A Superior Road Trip

By Barbara Morrow



JUST AS THE SUN begins to light the sky, I sneak out of Naniboujou Lodge, a Depression-era hunting lodge-turned-inn along Lake Superior in northeastern Minnesota. Before another day of driving beside the world’s largest freshwater lake and its rocky shore, I want an up-close look.

I head down the broad lawn dotted with Adirondack chairs and start walking on a beach of lake-smoothed stones, empty as far as I can see. Superior looks like molten silver in the half light, calm and almost flat, joining a gray sky in an almost imperceptible line in the distance.
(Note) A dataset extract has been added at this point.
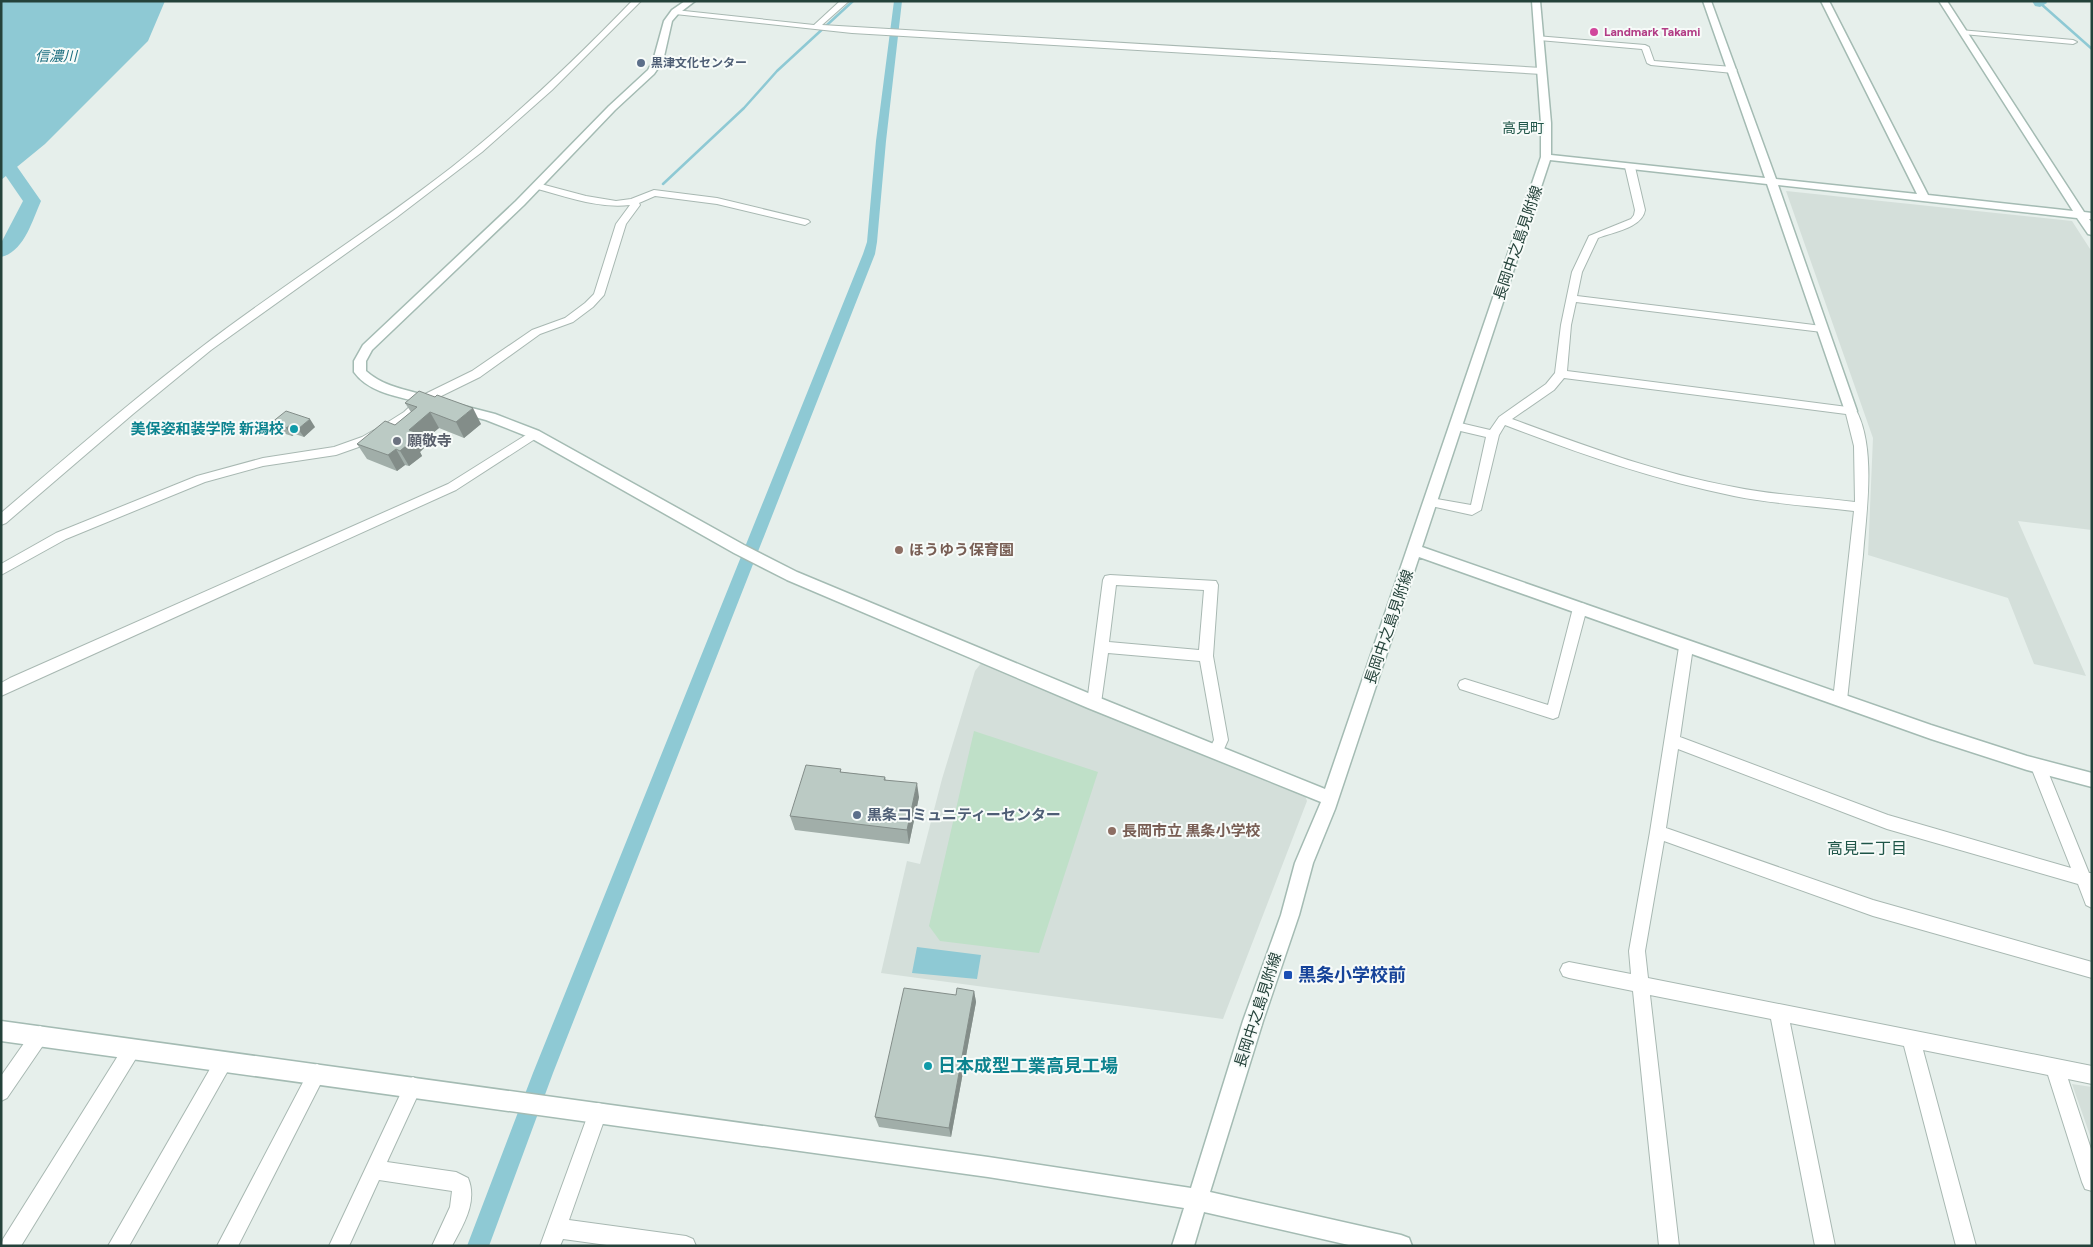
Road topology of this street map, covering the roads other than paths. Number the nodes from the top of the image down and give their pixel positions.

As I begin to feel like I’m all alone, maybe the only one who has ventured this far, I almost trip on a carefully arranged pile of stones, then another. Previous visitors have stacked these little sculptures. This place seems to demand some sort of creative offering, so I pile up my own.

"People come here to be nurtured a bit and just to relax and sit by the lake. We all need that, there’s so much noise and action in our lives, " says Nancy Ramey, owner of the lodge nine miles north of Grand Marais in the state's northeastern corner.

"She’s right: That’s why we're here. In fact, those sorts of moments are what friend and colleague Joan Luckett and I are after on the legendary Circle Tour. This 1,200-plus-mile trek has been called one of the world’s ultimate road trips. But we want to make the journey for what we’ll find along the way, not for the thrill of logging miles. The drive has to be a way to get to Great Lakes scenery, interesting people, lighthouses, cool towns, local food, inns and other experiences that, for us, make a trip memorable.

This journey promises all of that on a grand scale. The route is long but fairly simple and will return us to where we start, giving us the joy of the unknown without serious map reading. Our goal is to travel clockwise from Duluth along the Minnesota, Ontario, Michigan and Wisconsin shores in five days, about all the time we can afford away from our jobs and families.